Texas Tech University

Imprinting the West

January – March 2022

Imprinting the West

Westward expansion was one of the most transformational elements throughout the nineteenth century. Printed imagery played an important role in the dissemination of knowledge and understanding and those who inhabited it. Imprinting the West: Manifest Destiny, Real and Imagined features 48 hand-colored engravings that explore these depictions and the influence artist had on the perception of the wild west.

In 1803, President Thomas Jefferson purchased the expansive territory known as Louisiana from Napoleon, King of France, a transaction that extended the nation's boundaries by 828,000 square miles, including all present-day Arkansas, Missouri, Iowa, Oklahoma, and parts of Minnesota, North and South Dakota, New Mexico, Texas, Montana, Wyoming, Colorado, and Louisiana. This Louisiana Purchase set the stage for great exploration and discovery, migration, and settlement, in addition to struggle and conflict. Convinced that God wanted the country to extend to the Pacific coast—an idea called “Manifest Destiny”—scores of American citizens, including painters and printmakers, moved west.

The works featured in Imprinting the West explore the potent imagery of the time that shaped how the American Indians and the West were understood. Westward expansion in the nineteenth century was intertwined closely with the experiences of American Indian peoples. The Indian Removal Act of 1830 dislocated native populations in the east areas west of the Mississippi River and was justified by the self-serving claim that the so-called “savages” would wither in the presence of “civilization.” The migration westward and settlement of white Americans only accelerated territorial tensions, which often culminated in bloodshed.

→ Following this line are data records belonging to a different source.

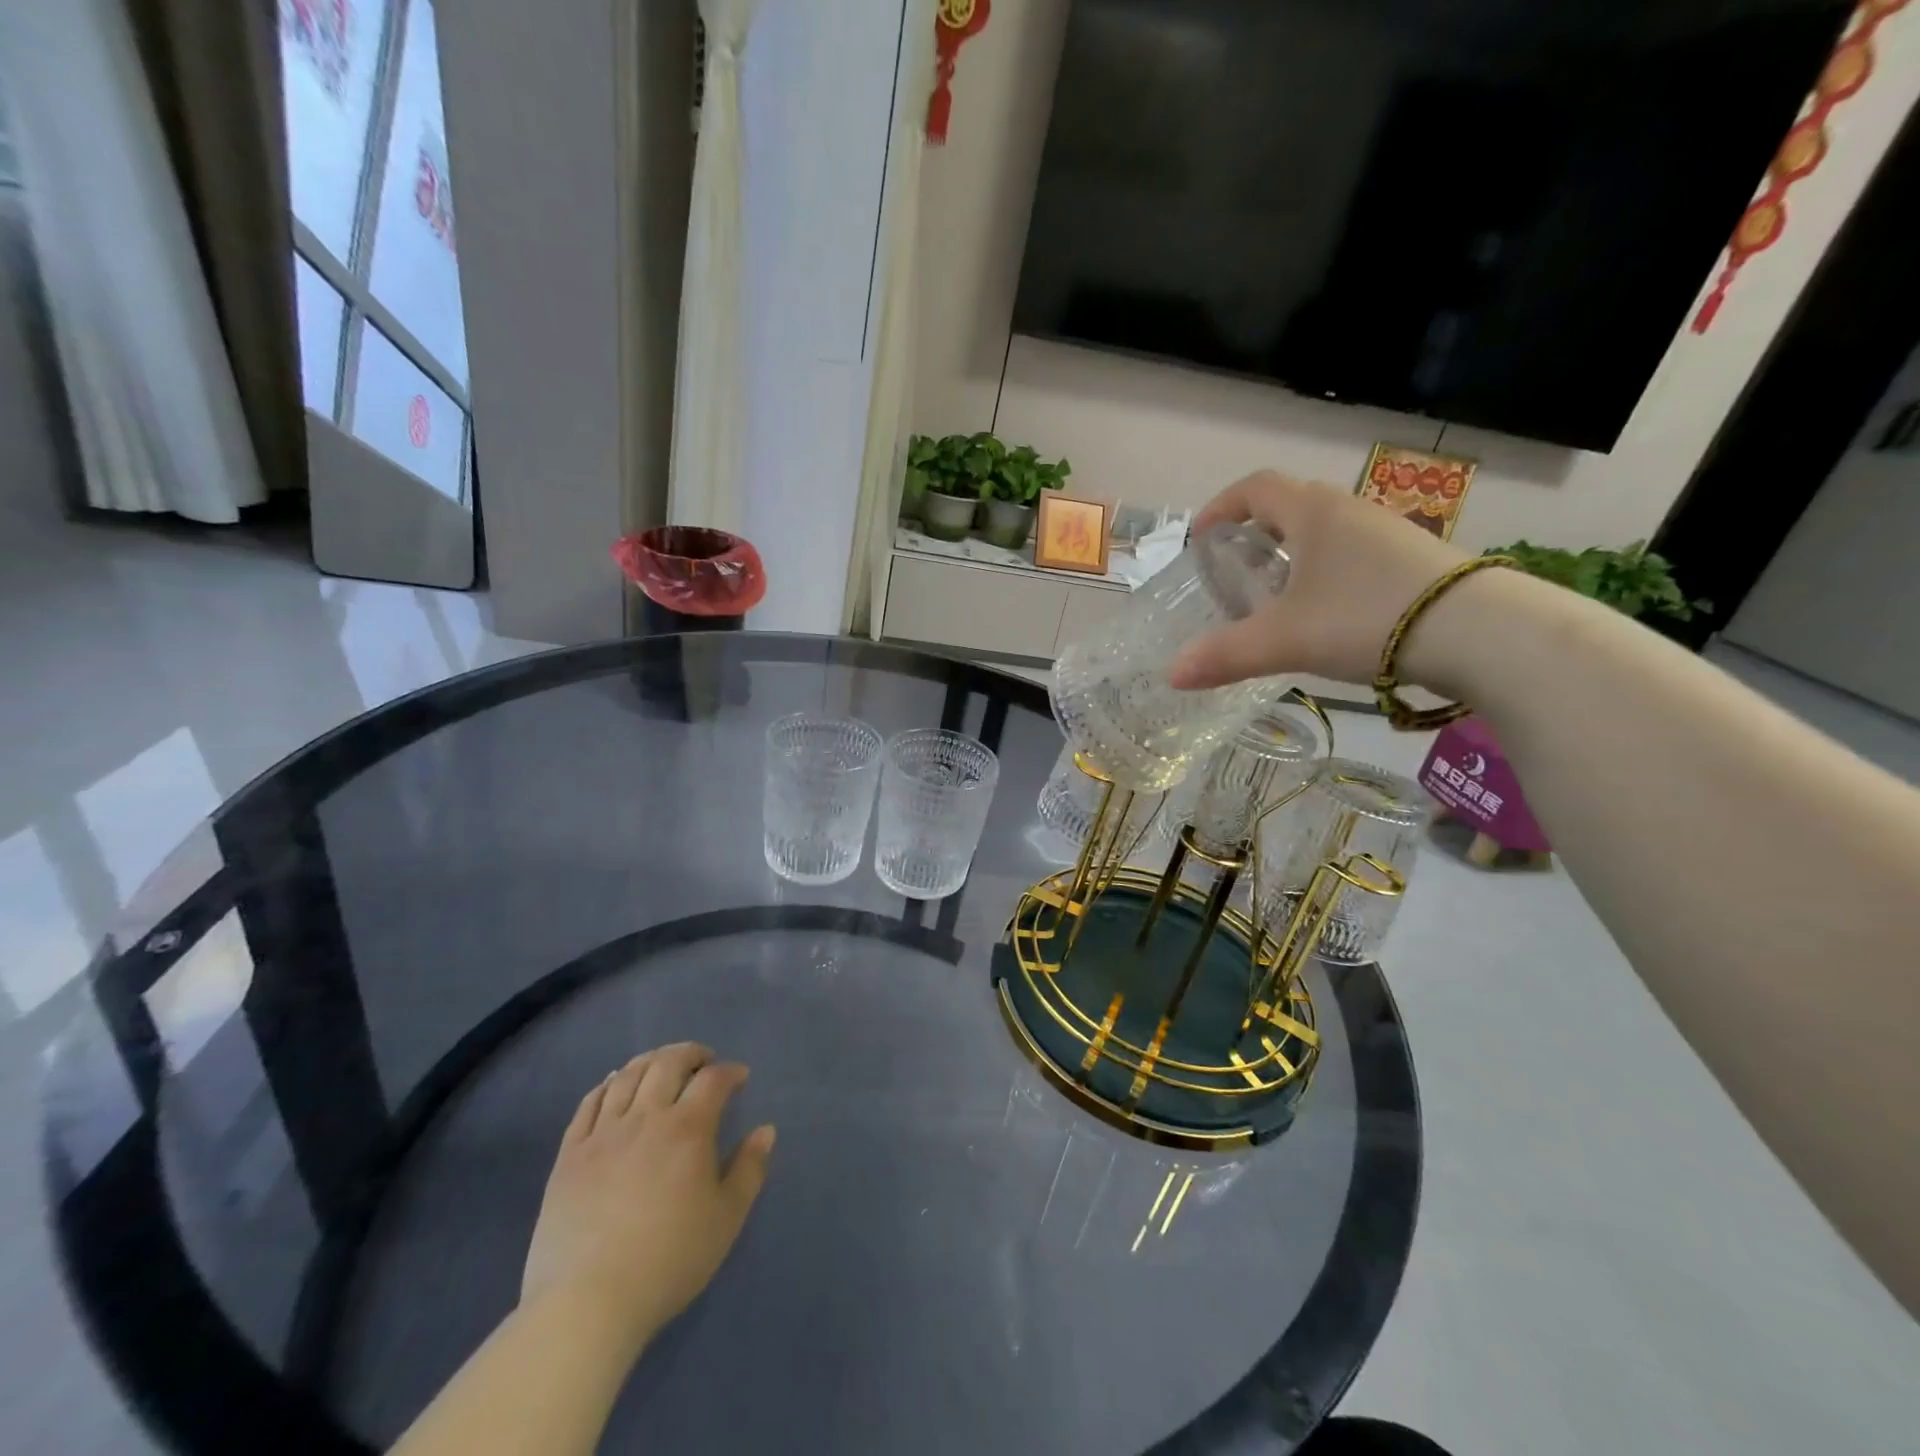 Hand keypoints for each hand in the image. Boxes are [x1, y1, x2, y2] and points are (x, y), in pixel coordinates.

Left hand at [521, 1043, 775, 1354]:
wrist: (587, 1304)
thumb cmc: (668, 1261)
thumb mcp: (726, 1219)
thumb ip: (749, 1169)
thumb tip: (765, 1130)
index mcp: (687, 1129)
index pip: (713, 1079)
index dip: (730, 1072)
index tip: (740, 1078)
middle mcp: (646, 1117)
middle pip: (668, 1063)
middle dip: (691, 1054)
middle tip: (703, 1062)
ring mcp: (603, 1133)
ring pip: (628, 1075)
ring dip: (651, 1061)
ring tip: (662, 1067)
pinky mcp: (570, 1154)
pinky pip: (589, 1103)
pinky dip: (607, 1085)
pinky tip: (614, 1085)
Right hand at [1168, 471, 1469, 690]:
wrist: (1480, 631)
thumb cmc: (1366, 617)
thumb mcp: (1284, 640)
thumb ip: (1225, 655)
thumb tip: (1172, 674)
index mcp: (1312, 513)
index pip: (1255, 488)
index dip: (1220, 507)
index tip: (1200, 538)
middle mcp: (1349, 510)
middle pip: (1289, 505)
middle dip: (1254, 533)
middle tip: (1234, 572)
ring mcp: (1387, 532)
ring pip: (1324, 531)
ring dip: (1292, 554)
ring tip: (1275, 597)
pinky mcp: (1413, 560)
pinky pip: (1352, 553)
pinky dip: (1325, 571)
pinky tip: (1326, 612)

Several artists, including George Catlin, aspired to document the appearance and was the so-called “vanishing race.” Artist also accompanied governmental geographical surveys of the West, making landscapes and portraits that illustrated official publications. Such images were available in a variety of printed formats; portfolios of lithographs, like those featured in Imprinting the West, were sold at higher prices. Paintings by well-known artists, such as western landscape painter Albert Bierstadt, were sometimes engraved for the mass market. Also, later in the century, art was engraved to illustration articles in popular periodicals, including Harper's Weekly and Frank Leslie's Illustrated Newspaper. Much of this imagery was created with an international or eastern audience in mind, and it both drew from a promoted fantasies about Native Americans and the West as much as it documented reality.

Imprinting the West is curated by Dr. Randall Griffey, Associate Curator of Modern American Art on the Metropolitan Museum of Art, New York, NY in 2011.